Right now only about 50,000 people are tapping into the Internet via
their cable-TV lines. But the rollout of such service should accelerate in
the next year or so, particularly after cable modems start appearing on the
shelves of computer retailers in the second half of 1998. The new modems
will be made by 3Com as well as by rivals such as Motorola, Samsung, Sony and Matsushita 's
Panasonic unit. The spread of cable modems will also prod cable-TV operators to buy more networking gear, and those purchases should benefit 3Com, Bay Networks and
Cisco Systems, among others.

What should make the market for cable-TV modems explosive is the fact
that manufacturers have already agreed to a common standard. By contrast,
sales of phone modems have been lame because there is no common standard
for high-speed modems, making it difficult for PCs to rapidly communicate
with one another and with online services.

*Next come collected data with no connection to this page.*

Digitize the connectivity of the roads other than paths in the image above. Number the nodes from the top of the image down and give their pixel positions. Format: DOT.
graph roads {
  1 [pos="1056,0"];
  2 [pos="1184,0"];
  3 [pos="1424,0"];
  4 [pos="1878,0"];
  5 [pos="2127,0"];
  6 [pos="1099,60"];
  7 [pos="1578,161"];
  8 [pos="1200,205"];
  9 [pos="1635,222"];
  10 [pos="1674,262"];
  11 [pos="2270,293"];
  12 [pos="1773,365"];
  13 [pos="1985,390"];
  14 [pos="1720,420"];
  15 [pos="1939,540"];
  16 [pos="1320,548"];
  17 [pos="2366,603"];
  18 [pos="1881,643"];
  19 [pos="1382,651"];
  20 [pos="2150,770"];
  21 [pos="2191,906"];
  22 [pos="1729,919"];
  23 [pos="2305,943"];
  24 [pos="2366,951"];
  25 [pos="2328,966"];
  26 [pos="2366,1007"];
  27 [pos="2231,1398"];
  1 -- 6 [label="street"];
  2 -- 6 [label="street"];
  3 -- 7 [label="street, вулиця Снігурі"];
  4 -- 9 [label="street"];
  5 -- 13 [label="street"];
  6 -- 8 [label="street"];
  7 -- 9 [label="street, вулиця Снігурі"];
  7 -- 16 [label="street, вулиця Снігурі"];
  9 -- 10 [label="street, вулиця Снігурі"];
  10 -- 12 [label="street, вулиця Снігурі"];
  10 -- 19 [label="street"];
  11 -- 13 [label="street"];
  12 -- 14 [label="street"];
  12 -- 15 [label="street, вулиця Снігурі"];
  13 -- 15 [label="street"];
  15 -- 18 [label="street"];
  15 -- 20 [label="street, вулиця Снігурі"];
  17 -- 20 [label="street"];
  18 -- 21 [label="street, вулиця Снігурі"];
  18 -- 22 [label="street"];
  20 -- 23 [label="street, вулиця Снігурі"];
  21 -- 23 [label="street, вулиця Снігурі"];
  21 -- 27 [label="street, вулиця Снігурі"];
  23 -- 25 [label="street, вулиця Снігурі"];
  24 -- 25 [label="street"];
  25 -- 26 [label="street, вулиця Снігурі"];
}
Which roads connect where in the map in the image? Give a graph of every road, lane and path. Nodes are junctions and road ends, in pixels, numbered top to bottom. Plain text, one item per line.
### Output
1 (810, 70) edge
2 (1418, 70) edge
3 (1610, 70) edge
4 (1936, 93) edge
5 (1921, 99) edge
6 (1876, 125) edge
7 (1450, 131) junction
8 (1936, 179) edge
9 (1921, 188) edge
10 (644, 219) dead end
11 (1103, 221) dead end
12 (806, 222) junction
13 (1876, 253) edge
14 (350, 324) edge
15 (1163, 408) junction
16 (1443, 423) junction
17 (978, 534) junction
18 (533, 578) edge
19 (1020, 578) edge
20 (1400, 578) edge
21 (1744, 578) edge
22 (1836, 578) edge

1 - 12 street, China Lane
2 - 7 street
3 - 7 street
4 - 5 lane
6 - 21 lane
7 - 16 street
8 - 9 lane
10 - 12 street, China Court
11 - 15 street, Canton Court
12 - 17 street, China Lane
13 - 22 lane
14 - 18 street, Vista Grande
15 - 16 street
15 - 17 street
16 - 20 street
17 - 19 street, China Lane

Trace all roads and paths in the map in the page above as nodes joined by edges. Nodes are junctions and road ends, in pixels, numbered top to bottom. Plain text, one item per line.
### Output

To understand 3Com's potential in this area, you first have to
understand the current situation in the Internet access field. Most homes
in North America nowadays have two wires running into them: a phone line
and a cable TV line. Until this year, many folks predicted that the first
high-speed Internet service available to homeowners would be a technology
called Digital Subscriber Line, from the telephone companies. Although
"DSL" service is available in a few locales from such telephone companies
asUS West Communications and SBC Communications,
squabbles on standards and tariffs have delayed
industry plans for widespread deployment into 1999 and beyond. Even where
it is available today, DSL service ain't cheap, with U S West charging $145
per month for 704 kilobit-per-second Internet service, which is about 25
times faster than today's typical modem links.

<Paragraphs about cable companies - cut....>

As noted, only about 50,000 North American homes had actually signed up
with the major cable modem services through September: 26,000 with At Home;
20,000 with Road Runner; and 10,000 with MediaOne. That's a small start,
but most systems have only recently turned on. In the four markets that
Road Runner has had in operation for at least six months, penetration
averages 2.5%, with Portland, Maine, already at 4.2%.

Roger Keating, who runs Comcast's online operation, says that the
Comcast-At Home venture will become a financial success when it signs up
roughly 5% of Comcast's cable TV homes. At Home Network should start
showing net profits in 1999, at somewhere between 5% and 10% penetration of
its cable affiliates.

Cable modems will sell through computer and electronics stores, and
eventually cost less than $200. Mail-order personal computers will come
with the modems pre-installed. 3Com and other manufacturers aim to provide
modems to both retailers and computer makers. Although the cable guy will
continue to show up at homes to install the gear, eventually there will be
plug-and-play modems that subscribers can install themselves.
"Retail distribution for modems is going to be a huge boost," says Henry
T. Nicholas, chief executive of Broadcom Corp., an Irvine, California, firm
that makes microchips for cable modems.

With its dominant share of telephone modem sales to retail outlets, 3Com
predicts that its US Robotics brand will also become the No. 1-selling
cable modem in 1998. "This is our home turf," declares 3Com Senior Vice
President Rick Edson.

Edson hopes that by 2003, 3Com will be selling cable modems at the same
rate it sells phone modems today, that is, a million units a month, making
for potential annual revenue of more than $2 billion. It's true that the
other two-thirds of 3Com's business, meaning network cards and
local-area-network systems, are encountering some price competition. But
the company is gaining market share in these areas, and its customers must
continually upgrade their networks, says UBS Securities analyst Scott
Heritage.

Let's face it, the coming surge in cable-modem sales at 3Com may not
come quickly enough to gracefully pick up where phone-modem sales are
leaving off. But the cable-modem market will surely be a huge one. And that
fact isn't fully reflected in 3Com's current stock price.